About this exercise:
Gather up every line from the entries below that uses the word "numbered".

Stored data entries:
——
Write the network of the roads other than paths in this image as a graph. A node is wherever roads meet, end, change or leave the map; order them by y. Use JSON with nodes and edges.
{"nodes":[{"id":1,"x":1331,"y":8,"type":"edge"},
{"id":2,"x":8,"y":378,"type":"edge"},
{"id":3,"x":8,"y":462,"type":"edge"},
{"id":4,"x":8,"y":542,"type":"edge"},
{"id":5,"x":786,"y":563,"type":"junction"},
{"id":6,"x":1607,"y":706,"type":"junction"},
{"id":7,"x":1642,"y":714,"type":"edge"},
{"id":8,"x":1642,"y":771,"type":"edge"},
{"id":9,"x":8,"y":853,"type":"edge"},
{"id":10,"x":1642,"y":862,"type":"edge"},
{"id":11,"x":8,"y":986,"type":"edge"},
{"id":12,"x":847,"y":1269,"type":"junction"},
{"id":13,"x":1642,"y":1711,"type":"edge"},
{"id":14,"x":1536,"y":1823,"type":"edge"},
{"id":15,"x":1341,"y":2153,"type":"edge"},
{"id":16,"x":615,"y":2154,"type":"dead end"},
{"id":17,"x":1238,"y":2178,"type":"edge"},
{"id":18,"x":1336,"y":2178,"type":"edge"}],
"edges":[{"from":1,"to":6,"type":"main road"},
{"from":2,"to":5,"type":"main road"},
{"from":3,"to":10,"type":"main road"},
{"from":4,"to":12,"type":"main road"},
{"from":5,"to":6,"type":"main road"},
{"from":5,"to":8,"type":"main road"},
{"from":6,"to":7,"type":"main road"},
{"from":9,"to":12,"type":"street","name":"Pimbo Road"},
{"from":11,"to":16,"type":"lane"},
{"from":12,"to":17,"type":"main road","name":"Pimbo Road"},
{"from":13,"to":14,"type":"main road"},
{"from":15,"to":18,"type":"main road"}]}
——
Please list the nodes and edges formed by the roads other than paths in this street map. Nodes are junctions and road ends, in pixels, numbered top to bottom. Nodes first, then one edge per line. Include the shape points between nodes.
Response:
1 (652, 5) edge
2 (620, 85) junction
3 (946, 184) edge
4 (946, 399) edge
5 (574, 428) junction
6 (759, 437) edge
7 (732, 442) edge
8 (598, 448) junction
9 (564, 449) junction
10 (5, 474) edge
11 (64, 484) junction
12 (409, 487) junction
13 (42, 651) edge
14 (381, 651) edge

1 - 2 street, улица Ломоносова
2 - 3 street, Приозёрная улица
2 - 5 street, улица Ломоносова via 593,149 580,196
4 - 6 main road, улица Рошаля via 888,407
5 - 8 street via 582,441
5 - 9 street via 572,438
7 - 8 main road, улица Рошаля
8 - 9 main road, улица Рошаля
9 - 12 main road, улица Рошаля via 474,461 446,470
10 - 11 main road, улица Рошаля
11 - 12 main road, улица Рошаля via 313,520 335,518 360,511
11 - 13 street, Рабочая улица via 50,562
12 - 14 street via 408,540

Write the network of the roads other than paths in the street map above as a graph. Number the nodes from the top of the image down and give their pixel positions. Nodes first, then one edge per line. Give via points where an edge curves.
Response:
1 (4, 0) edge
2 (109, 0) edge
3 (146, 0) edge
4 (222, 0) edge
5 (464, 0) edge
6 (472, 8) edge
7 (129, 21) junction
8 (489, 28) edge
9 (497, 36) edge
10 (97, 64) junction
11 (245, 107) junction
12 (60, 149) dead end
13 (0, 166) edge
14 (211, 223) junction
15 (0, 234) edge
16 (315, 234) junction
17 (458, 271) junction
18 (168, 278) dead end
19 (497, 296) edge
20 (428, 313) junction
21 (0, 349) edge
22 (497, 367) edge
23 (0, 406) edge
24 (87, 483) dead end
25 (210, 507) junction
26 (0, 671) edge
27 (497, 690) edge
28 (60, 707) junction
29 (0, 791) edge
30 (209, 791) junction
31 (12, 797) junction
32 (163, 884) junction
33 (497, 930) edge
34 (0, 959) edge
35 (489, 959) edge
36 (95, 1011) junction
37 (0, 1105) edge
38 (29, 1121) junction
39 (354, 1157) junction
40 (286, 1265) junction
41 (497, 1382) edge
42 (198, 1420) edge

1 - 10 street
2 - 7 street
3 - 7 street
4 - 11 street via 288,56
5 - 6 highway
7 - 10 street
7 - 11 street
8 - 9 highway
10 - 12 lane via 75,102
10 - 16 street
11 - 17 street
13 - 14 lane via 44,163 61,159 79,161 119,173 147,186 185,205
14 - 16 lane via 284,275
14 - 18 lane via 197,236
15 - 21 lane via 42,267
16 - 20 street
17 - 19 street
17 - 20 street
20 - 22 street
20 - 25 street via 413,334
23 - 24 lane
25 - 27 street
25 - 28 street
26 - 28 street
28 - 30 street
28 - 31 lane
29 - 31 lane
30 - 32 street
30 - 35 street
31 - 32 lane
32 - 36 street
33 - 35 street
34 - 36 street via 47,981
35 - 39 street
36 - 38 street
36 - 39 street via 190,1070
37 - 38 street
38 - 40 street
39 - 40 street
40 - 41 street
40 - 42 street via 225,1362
——
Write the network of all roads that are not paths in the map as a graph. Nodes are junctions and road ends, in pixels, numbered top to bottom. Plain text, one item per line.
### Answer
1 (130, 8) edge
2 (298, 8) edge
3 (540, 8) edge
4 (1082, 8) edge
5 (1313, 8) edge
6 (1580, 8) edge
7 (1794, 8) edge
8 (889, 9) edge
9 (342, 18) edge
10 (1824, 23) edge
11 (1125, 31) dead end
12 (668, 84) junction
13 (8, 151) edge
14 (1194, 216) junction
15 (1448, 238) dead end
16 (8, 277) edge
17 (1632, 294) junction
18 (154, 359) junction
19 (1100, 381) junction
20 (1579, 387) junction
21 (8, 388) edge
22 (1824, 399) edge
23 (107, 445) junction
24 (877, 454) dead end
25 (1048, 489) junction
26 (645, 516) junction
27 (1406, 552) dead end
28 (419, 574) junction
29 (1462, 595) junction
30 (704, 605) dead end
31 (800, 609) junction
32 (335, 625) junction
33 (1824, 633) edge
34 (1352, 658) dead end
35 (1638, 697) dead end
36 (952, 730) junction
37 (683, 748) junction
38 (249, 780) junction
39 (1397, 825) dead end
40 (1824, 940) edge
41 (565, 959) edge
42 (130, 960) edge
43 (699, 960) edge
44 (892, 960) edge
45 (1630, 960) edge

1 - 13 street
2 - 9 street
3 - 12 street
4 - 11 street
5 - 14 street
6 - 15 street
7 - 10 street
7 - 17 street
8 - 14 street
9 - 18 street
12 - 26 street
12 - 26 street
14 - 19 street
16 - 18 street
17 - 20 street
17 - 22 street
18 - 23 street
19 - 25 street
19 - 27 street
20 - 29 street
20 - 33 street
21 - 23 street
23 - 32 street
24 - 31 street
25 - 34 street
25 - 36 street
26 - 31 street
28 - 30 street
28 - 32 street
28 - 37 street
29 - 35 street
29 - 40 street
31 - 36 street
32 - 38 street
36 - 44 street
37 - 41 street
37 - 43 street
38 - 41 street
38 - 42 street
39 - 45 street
——
Answer space:
Please list the nodes and edges formed by the roads other than paths in this street map. Nodes are junctions and road ends, in pixels, numbered top to bottom. Nodes first, then one edge per line. Include the shape points between nodes.
Write the network of all roads that are not paths in the map as a graph. Nodes are junctions and road ends, in pixels, numbered top to bottom. Plain text, one item per line.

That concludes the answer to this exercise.